In 1148, Gorodets Ostersky hosted a princely congress, at the conclusion of which it was decided to attack Yuri Dolgoruky during the winter of 1149 and punish him for his oppression of the Novgorodians. Rostislav Yuryevich took part in this congress, but he didn't participate in the military campaign against his own father. Upon Izyaslav Mstislavich's return, the Kievan boyars informed him that during his absence Rostislav had been conspiring against him together with the citizens of Kiev and the Berendeis. Izyaslav believed the report despite Rostislav's denial and deported him and his druzhina back to Yuri Dolgoruky. Upon his arrival, Rostislav told his father that the whole Kievan region and Chernye Klobuki had been unhappy with Izyaslav Mstislavich and wanted to see Yuri Dolgoruky as their ruler.

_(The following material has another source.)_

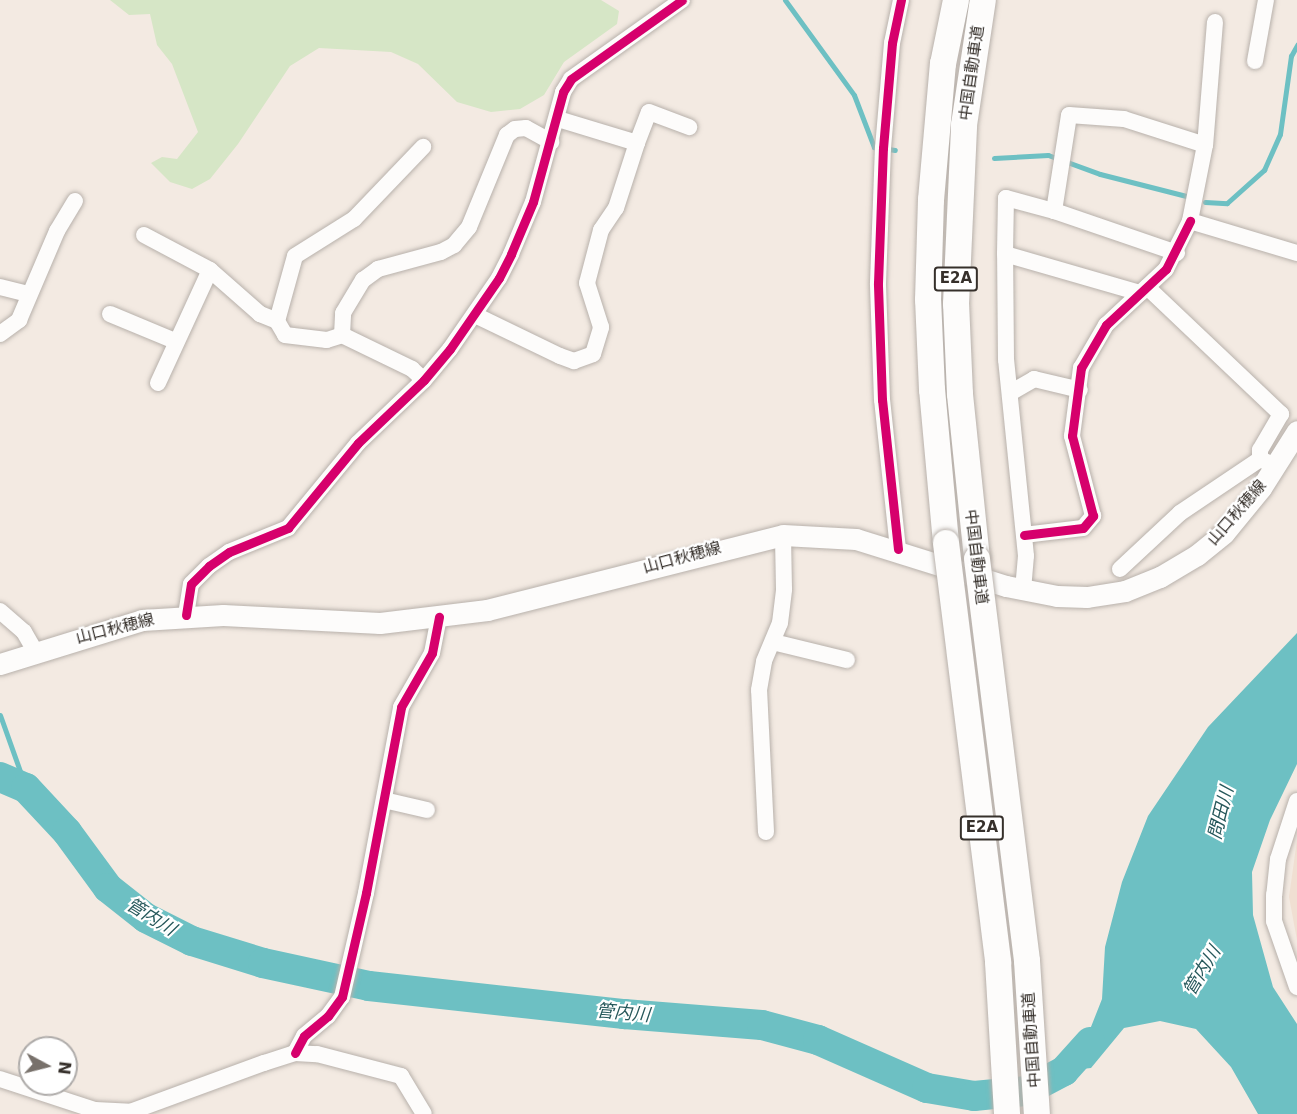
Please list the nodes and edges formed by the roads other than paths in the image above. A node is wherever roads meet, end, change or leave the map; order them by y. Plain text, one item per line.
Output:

The latter was very angry with Rostislav's expulsion from Gorodets-Ostersky and organized a military campaign against the grand prince, defeating him at Pereyaslavl and ousting him from Kiev. Yuri Dolgoruky installed Rostislav in Pereyaslavl, where the latter would rule until his death.

In 1150, Rostislav took part in his father's new military campaign against Izyaslav Mstislavich and opposed signing a peace treaty with the latter. Despite this, the peace treaty was signed at the insistence of Andrei Bogolyubsky. Izyaslav renounced his right for the Kievan throne in favor of his brother Vyacheslav Mstislavich. Soon, however, Izyaslav violated the peace treaty and captured Kiev. His son Mstislav wanted to take Pereyaslavl away from Rostislav Yuryevich. With the help of his brother Andrei and the Torks, Rostislav defeated Mstislav's allies, and the latter dismissed the idea of attacking Pereyaslavl.

Rostislav Yuryevich died in 1151 and was interred by his brothers Andrei, Gleb, and Mstislav at Saint Michael's Church in Pereyaslavl next to his uncles Andrei Vladimirovich and Svyatoslav Vladimirovich.